At the back of all this staid and stunted “morality” were the Church authorities holding a great influence over the Government. This was finally broken in the early 70s with a change of party in Government, an altogether far more radical and left wing organisation and slowly but surely the facade began to crumble.
The odd mini-skirt had already made its appearance in the mid-60s, but from the mid-70s onwards all traces of an orthodox dress code completely vanished. This too coincided with the development of the Paceville disco area and an increased proliferation of drinking holes – so different from two decades previously when a woman entering a public bar was classed as being “common” or a “prostitute”, and those labels applied to women smoking in public.
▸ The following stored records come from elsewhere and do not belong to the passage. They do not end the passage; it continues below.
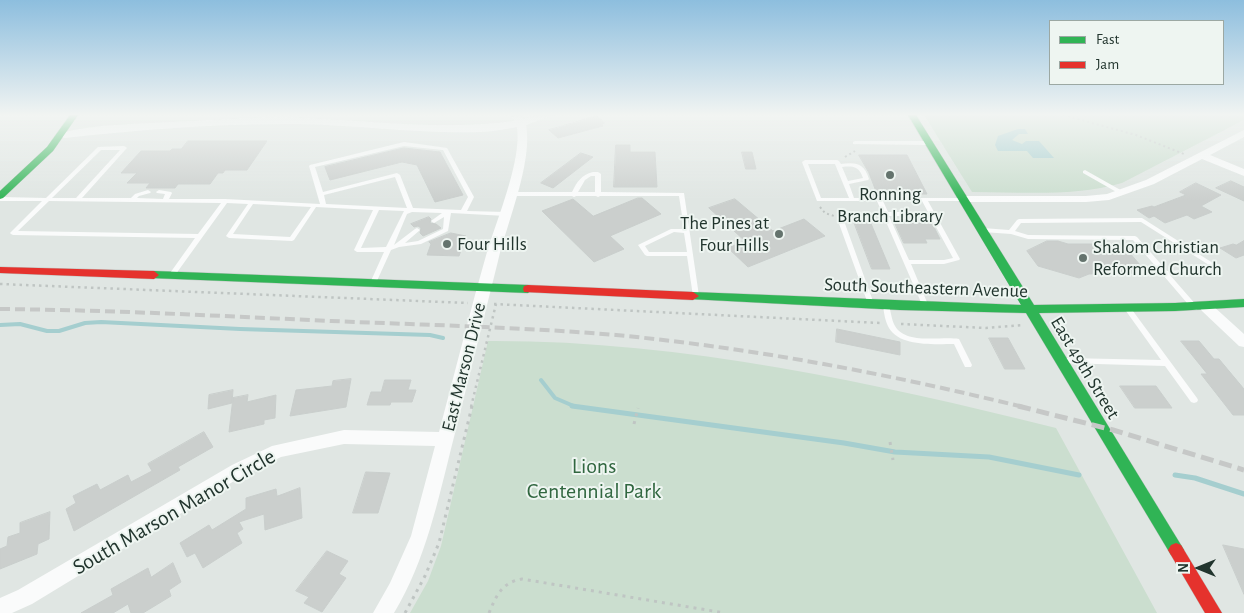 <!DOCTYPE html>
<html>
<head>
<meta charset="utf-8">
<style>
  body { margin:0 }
  #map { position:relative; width:1244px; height:613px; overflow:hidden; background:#e0e6e3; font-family:"Alegreya Sans",sans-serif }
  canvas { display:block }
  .legend { position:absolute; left:1049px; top:20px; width:175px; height:65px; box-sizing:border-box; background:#eef5f1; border:1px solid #9ca8a3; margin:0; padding:6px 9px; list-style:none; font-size:15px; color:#22352e }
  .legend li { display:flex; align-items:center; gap:10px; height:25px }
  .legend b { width:25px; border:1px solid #9ca8a3 }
  .north { position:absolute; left:1174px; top:543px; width:50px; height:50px; -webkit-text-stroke:4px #eef5f1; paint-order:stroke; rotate:270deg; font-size:14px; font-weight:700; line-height:20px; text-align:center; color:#22352e }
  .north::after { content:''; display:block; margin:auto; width:18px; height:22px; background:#22352e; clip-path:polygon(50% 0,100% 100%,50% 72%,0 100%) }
</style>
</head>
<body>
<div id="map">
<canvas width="1244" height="613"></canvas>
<ul class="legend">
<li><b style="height:6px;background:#30b455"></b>Fast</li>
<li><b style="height:6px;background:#e5322d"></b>Jam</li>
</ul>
<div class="north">N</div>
</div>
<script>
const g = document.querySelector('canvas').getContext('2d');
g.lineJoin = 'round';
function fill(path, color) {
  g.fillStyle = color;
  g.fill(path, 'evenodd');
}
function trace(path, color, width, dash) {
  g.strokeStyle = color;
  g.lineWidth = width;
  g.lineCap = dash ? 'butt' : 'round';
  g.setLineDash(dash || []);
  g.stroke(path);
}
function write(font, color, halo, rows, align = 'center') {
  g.font = font + ' "Alegreya Sans",sans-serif';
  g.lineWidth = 4;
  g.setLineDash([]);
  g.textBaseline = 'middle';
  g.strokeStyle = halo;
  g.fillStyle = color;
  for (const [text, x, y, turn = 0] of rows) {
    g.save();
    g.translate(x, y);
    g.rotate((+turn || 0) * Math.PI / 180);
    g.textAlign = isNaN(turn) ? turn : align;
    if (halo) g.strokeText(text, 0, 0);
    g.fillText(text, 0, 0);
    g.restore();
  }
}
fill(new Path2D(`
  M924,115H1244V120L1122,183C1074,197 1021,192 972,192Z
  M488,341C680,340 871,382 1056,428L1157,613H410L428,581L441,546Z`), '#cbdecf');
fill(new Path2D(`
  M1018,129H1025L1028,134H1019L1012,140L1022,144L1026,141H1039L1054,158H1033L1027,151H998L995,145L998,136Z`), '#a5cecf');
trace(new Path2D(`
  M0,325L20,324L47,331H59L85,323L101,322L240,329L430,335L443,338
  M541,380L555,398L576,407`), '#a5cecf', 4);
trace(new Path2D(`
  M572,406L844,443L895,452L989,457L1079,475
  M1175,475L1195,478L1244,494`), '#a5cecf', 5);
const building = new Path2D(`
  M597,116L605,123L602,124L603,126L558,138L549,130Z
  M188,141H267L247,170H225L223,173H218L210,184H178L175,188H146L150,183H127L137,173H121L141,151H170L172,149H181Z
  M616,145H630V152H655L657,187H614Z
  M404,148L440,152L463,195L435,202L417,165L402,162L330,180L325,167Z
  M742,152H752L756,169H746Z
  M581,153L593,157L553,188L541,183Z
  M859,155H907L927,194H877L869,173Z
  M1231,181L1244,187V201L1216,188Z
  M1196,183L1221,195L1201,206L1212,212L1194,219L1187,215L1165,223L1154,216L1149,218L1137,210L1152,206L1154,207L1186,195L1180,192Z
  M638,198H642L661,214L610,236L624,249L594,262L542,211L573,199L593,216Z
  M735,199L773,231L804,219L825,236L748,267L728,248L745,241L709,208Z
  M851,214H867L890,269H872Z
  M429,217L431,219L430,223L436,224L441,228L423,236L420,233L421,228L418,226L414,227L411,224Z
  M895,223H932L940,239H925L927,243H904Z
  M451,233L466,236L459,256L427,255L431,244L429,242Z
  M1047,241H1058L1068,244H1122L1147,273L1089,274L1079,278L1038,266L1027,251Z
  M1244,241V255L1236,258L1220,248L1233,244L1236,245Z
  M837,329L900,342V355L836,342Z
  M989,338H1008L1025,369H1005Z
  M1181,341H1199L1214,359H1219L1244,389V415H1233L1201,374H1207Z
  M351,379L346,407L290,416L296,390L332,386L333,381Z
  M385,380H411L408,390H416L412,402H391L390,405H367L371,392H381Z
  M1120,386H1156L1172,408H1135Z
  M233,390L232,403L208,409L209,395Z
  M248,395L247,402L276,395L275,418L264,420V424L229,432L233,398Z
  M204,432L213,447L178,467L180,470L74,531L66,509L76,503L73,496L97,484L100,490L128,475L131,482L152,471L148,464Z
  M366,472L390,473L378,513H353Z
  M300,488L302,518L265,530L264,514L239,522L243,529L237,533L242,543L203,568L195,553L187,557L180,543L209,525L212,530L246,509V498L276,489L277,496Z
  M50,512L49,539L38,544L37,554L0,569V549L7,546L8,537L20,533V523Z
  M1223,545L1244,549V594Z
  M327,551L348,561L339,574L346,578L322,612L304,603L309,597L296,591Z
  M173,563L181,582L169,590L171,596L143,613H131L128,604L113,613H81L113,595L111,589L148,568L151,577Z`);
fill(building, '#cbcfcd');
trace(building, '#c9cecc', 1);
const fast = new Path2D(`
  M70,115H78L53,151L3,198L0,199V191L47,147Z
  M908,115H916L1034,305L1175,303L1244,299V307L1175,311L1039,313L1181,545L1184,550L1181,555L1176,557L1171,555L1026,313L900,310L689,299L687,296L689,293L693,292L1021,305Z
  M154,271L528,285L533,289L528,293L150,278L149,275L150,272Z`);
const jam = new Path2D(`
  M0,267L154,271L159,275L154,279L0,273Z
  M528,285L693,292L699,296L693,300L524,292L523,289L524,286Z
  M1176,543L1181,545L1222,613H1205L1168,550L1171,545Z`);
trace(fast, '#bdc5c1', 1);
trace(jam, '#bdc5c1', 1);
trace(new Path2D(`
  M1063,115L1136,135L1184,154
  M845,157L855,151
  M820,207L825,213L834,216`), '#bfc5c3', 2, [2, 3]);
trace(new Path2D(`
  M0,284L468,303
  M494,304L880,323
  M901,324L986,328L1023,325
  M471,407L496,304`), '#bfc5c3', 2.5, [2.5, 4]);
trace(new Path2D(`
  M634,424L638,408
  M890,442L893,460
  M405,613L425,576L439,543L472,406
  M489,613C496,596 502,582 522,579L725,613`), '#bfc5c3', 3, [3, 5]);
fill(new Path2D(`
  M855,141H929L932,143L929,145L853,144V142Z
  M404,142L447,148L474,197L467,211L506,212L509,214L506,216L451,213L448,231L421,244L399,247L391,250L376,283L373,285L370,283L384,252H357L354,250L373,210L316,207L294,240L292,241L229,238L226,236L248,204L227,203L173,278H171L168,276L195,238L13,235L11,234L10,233L42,201H0V197L46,198L98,147L124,146L127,148L126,149L82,198H131L135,194L148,190L151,192L150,193L139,196L137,198L163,199L165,194L157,193L156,192L159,190L171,192L172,193L169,199H225L320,204L309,166L310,165ZM404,146L443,150L468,197L461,210L413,208L400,175L397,173L323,192L315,167ZM101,150H120L76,198H52ZM395,177L407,208L326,204L324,195ZM49,201L221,203L198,234L18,231ZM253,204L311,207L290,237L233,234ZM379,210L404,211L386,247L361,248ZM412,212L442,213L431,221L434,223L444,217L443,229L418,241L405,243L420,230L417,228L415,229L394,245L407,214Z
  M805,160H837L839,161L841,164C856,162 864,163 869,179L868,180L849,184L854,198H964L965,199L962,201H928L960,259L959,260L944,264H911L929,307L928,309H926L923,307L877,201H817L802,162ZM808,164H835L849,198H821ZM842,167C853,166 859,166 863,178L848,181ZM883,201H922L928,212H888ZM889,216H930L953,258L944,260H909Z
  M1085,170L1124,192L1125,193L1124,194H1120L1083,173V171Z
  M593,172H598L601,174V192L684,193L699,296L698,298H694L693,296L687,256H647L645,255L638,245L671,229H684L679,196H600L598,197L596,196H576L574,197L572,196H512L509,194L512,192H572C577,182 581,175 593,172ZM591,176H595V192H578L585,180ZM674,232L684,233L687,252H649L645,246Z
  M840,216L843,218L874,304L873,306H871L868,304L837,218Z
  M1142,218L1216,265L1209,273H1207L1170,275L1197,306L1198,308L1197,310H1193L1133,240L1028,239L1011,234L983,232L980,230L983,228L1009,230L1017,220L1019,219ZM1141,222L1209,265L1205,269L1167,271L1137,237L1135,236L1028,235L1015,231L1021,223Z
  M884,303H888C891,310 891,319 895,326C906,345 941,336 959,339L972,365L971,367H965L954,344C935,344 900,347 889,328C885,321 884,313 883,305Z
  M1126,307H1130L1197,398L1198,400L1197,402L1194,403L1191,402L1165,366L1063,363L1062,361L1063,359L1066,358L1161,360L1126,311L1125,309Z`), '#fafbfb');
fill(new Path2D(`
  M511,115H521L524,119L537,115H553L526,125C533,162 507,223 498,261C483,321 468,381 453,441C438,500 426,560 394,613H373L390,583L411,536L435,446L344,444L281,457L244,475L32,604L12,613H0V598L18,590L232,465L272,446L344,430L439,432C455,372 470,311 487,252C497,219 522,160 517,127C504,129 491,132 479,132C419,134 360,125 300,124C222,123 143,129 65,138L61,137V133C95,124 139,124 174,122C217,120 260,116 303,118C374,121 444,131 515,121Z
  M1244,130V137L1210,155L1244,169V176L1202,159L1154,184L1109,200L1086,202H962L956,199L962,196H1086L1107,194L1146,180Z
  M1207,303L1212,305L1244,334V347L1239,346L1202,311L1200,308L1202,305Z`), '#fafbfb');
fill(fast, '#30b455');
fill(jam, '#e5322d');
trace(new Path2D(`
  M0,309C111,310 221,316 331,321C426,325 521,327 616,335C753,348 889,374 1023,407`), '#c6c8c7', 4, [10, 5]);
trace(new Path2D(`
  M1018,406L1113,430L1244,470`), '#c6c8c7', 5, [13, 6]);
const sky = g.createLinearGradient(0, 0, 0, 201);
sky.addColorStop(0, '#8dbede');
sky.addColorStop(0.57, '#f1f4f2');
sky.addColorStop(1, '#f1f4f200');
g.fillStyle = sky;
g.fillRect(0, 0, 1244, 201);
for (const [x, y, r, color] of [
  [890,175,5,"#64736d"],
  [779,234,5,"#64736d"],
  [447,244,5,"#64736d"],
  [1083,258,5,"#64736d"]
]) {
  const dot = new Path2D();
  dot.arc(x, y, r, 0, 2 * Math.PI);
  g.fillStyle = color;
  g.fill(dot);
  trace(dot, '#eef5f1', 2);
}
write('19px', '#22352e', '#eef5f1', [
  ["Ronning",890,194,"center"],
  ["Branch Library",890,216,"center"],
  ["The Pines at",769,223,"right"],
  ["Four Hills",769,245,"right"],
  ["Four Hills",457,244],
  ["Shalom Christian",1093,247],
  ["Reformed Church",1093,269]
], 'left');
write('19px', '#22352e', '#eef5f1', [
  ["South Southeastern Avenue",926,288,2],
  ["East Marson Drive",464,367,-76],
  ["East 49th Street",1085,368,59]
]);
write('22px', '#316740', '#eef5f1', [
  ["Lions",594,466],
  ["Centennial Park",594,491]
]);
write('22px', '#22352e', '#eef5f1', [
  ["South Marson Manor Circle",174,512,-30]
]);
</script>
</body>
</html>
Hemlines and necklines plunged. Skimpy tank tops and even skimpier skirts and shorts ruled the day. The weather too has a lot to do with the conditioning that rules clothing. The hotter the weather the more necklines and hemlines plunge.
Now, suddenly, it’s all back to square one – and there is no Church morality behind it. People permitted to go out are strongly advised to wear face masks or visors, to keep their bodies covered and to even refrain from wearing sandals and flip flops.
I firmly believe this is not a “temporary” situation that will soon pass. I also firmly believe this horrid virus will remain with us. Our lives have changed overnight and I cannot see our “former days” restored or life to continue as it was.
“We have been swept into the sea”.
Everything has crumbled to pieces and the situation is beyond control.